Task to complete - Wherever the string "lane" shows up in the data below, copy the whole line.

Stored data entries
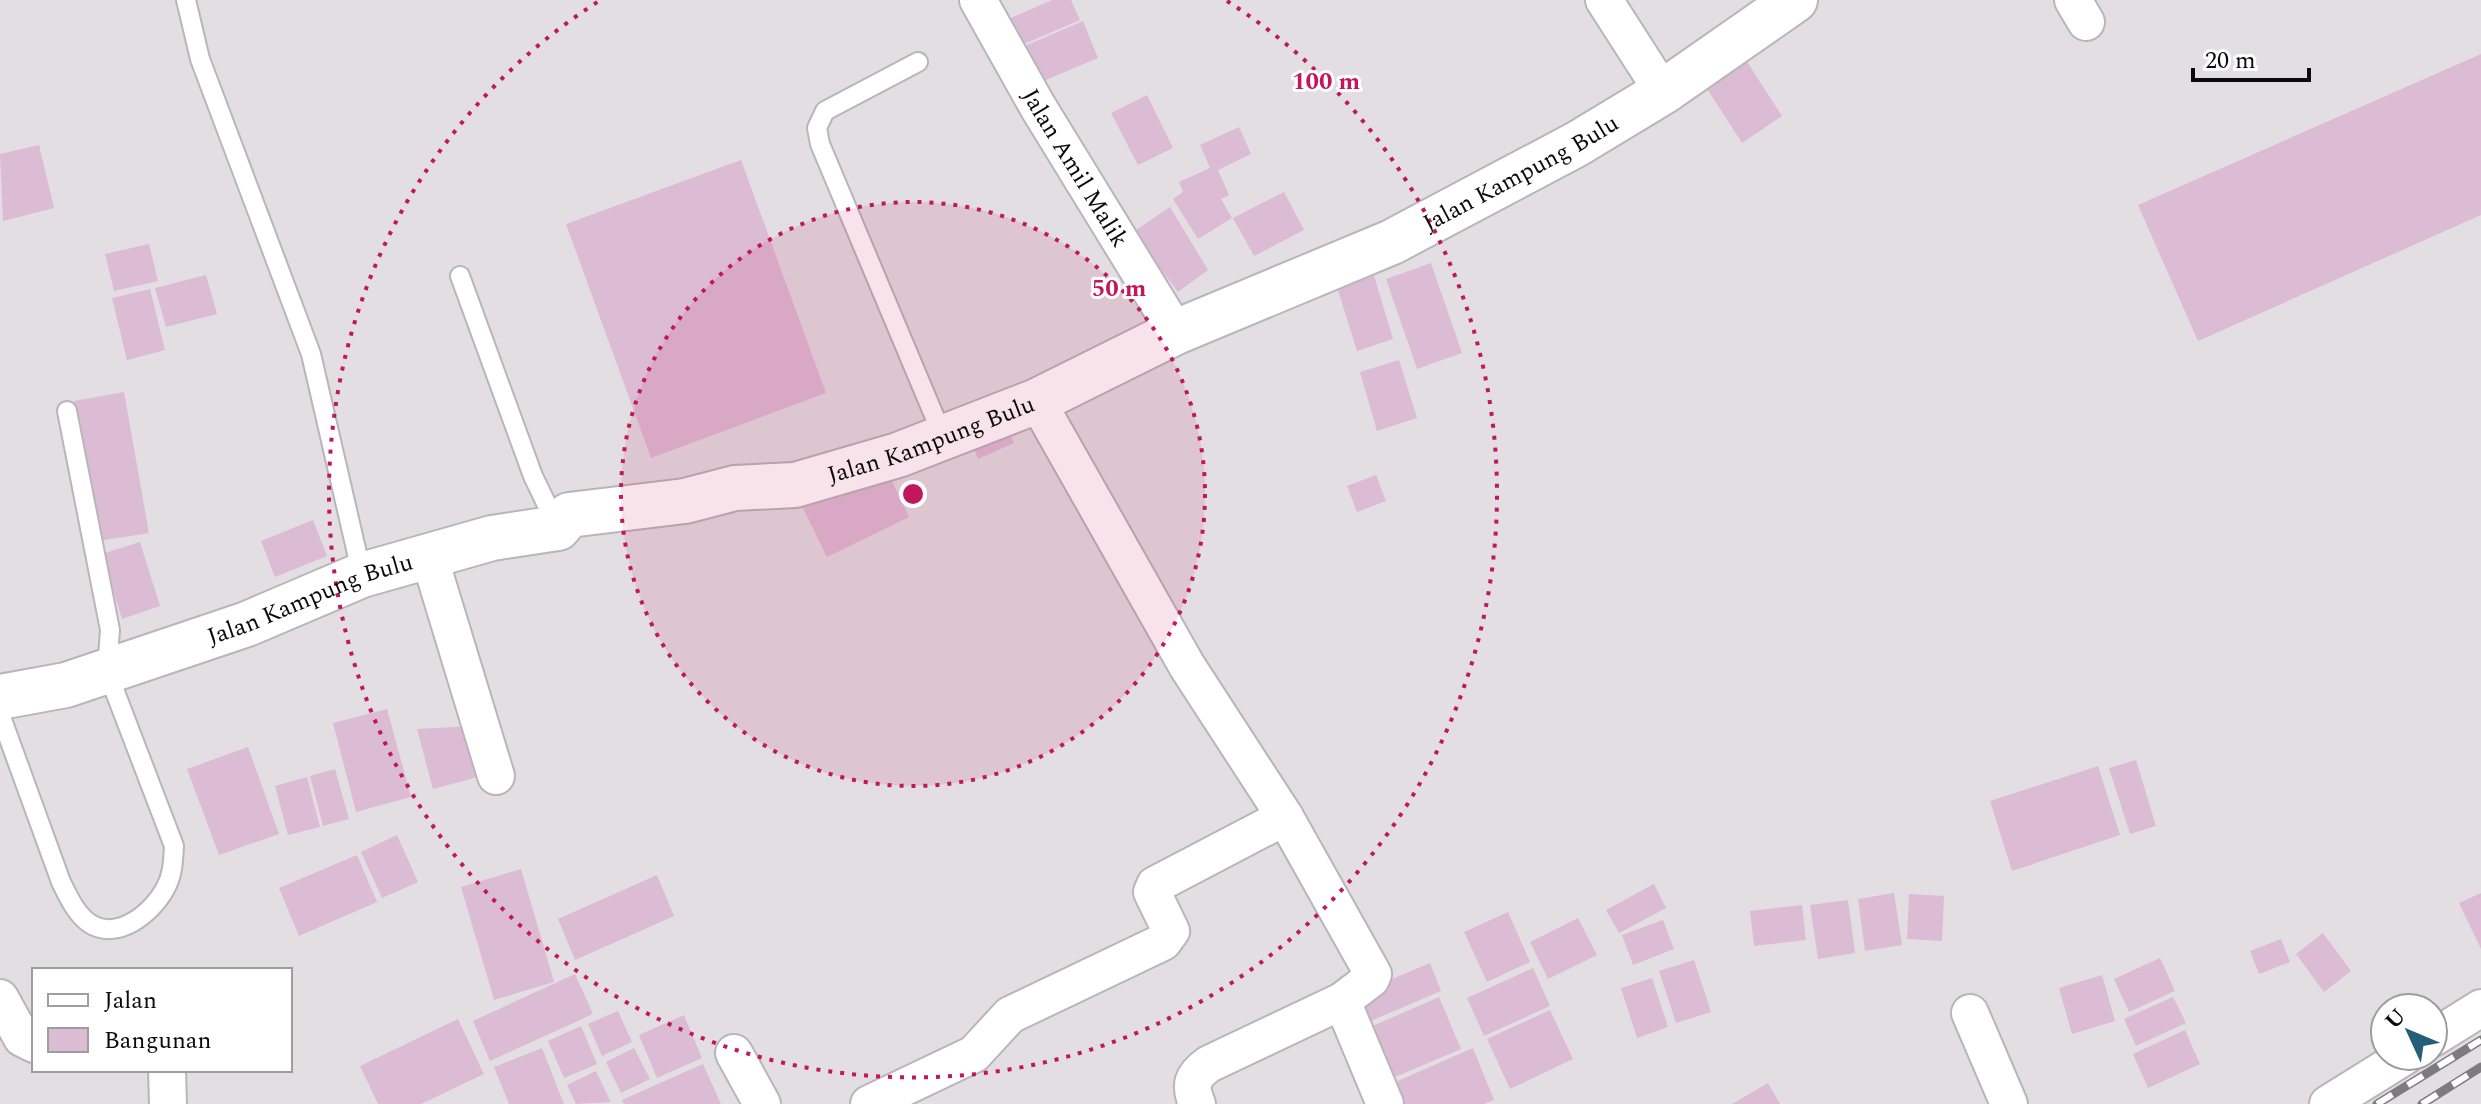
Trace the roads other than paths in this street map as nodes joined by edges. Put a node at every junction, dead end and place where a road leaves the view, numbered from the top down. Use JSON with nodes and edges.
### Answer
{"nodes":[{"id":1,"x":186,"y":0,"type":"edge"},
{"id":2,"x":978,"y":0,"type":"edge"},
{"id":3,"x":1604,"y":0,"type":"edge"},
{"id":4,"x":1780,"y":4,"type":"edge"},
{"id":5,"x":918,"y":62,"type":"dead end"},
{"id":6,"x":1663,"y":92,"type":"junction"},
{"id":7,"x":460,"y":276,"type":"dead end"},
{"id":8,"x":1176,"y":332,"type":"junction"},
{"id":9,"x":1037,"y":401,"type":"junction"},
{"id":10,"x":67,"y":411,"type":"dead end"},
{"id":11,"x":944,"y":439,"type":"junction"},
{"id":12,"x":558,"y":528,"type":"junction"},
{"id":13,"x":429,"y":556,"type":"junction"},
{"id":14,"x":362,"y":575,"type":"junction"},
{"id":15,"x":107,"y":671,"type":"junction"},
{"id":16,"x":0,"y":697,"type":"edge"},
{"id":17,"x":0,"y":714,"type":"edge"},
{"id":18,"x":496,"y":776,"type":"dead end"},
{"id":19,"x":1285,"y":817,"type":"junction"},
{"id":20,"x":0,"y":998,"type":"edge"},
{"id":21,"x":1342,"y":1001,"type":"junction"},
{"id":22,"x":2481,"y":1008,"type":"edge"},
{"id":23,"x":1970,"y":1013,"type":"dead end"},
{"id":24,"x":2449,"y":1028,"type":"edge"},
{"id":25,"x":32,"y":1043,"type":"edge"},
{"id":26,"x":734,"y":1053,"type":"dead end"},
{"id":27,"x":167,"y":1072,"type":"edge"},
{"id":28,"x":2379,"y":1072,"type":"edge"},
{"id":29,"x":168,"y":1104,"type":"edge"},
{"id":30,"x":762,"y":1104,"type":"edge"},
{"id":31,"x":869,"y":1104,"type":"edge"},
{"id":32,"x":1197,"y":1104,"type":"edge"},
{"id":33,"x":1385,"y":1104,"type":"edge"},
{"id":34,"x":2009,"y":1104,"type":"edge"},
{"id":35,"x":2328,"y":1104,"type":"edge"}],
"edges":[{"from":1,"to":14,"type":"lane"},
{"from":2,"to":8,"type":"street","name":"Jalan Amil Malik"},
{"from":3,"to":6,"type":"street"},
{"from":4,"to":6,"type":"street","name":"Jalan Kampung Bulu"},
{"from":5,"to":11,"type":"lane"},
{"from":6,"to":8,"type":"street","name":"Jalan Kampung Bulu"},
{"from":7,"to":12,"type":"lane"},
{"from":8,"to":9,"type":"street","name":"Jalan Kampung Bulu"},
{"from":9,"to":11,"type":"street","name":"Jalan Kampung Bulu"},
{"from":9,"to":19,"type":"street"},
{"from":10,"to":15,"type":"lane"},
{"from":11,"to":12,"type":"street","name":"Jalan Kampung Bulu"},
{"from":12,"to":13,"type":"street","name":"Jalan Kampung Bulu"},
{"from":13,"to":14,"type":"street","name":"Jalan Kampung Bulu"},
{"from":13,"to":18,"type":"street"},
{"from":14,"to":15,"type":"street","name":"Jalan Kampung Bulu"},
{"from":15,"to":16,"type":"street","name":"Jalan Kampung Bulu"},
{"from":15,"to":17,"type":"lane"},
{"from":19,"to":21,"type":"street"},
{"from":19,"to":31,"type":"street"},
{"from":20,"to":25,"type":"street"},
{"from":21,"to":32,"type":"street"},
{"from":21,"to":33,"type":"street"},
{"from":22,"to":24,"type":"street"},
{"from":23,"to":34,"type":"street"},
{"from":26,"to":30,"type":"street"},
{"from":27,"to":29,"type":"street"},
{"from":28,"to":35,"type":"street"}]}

Solution for this task -
"edges":[{"from":1,"to":14,"type":"lane"},
{"from":5,"to":11,"type":"lane"},
{"from":7,"to":12,"type":"lane"},
{"from":10,"to":15,"type":"lane"},
{"from":15,"to":17,"type":"lane"},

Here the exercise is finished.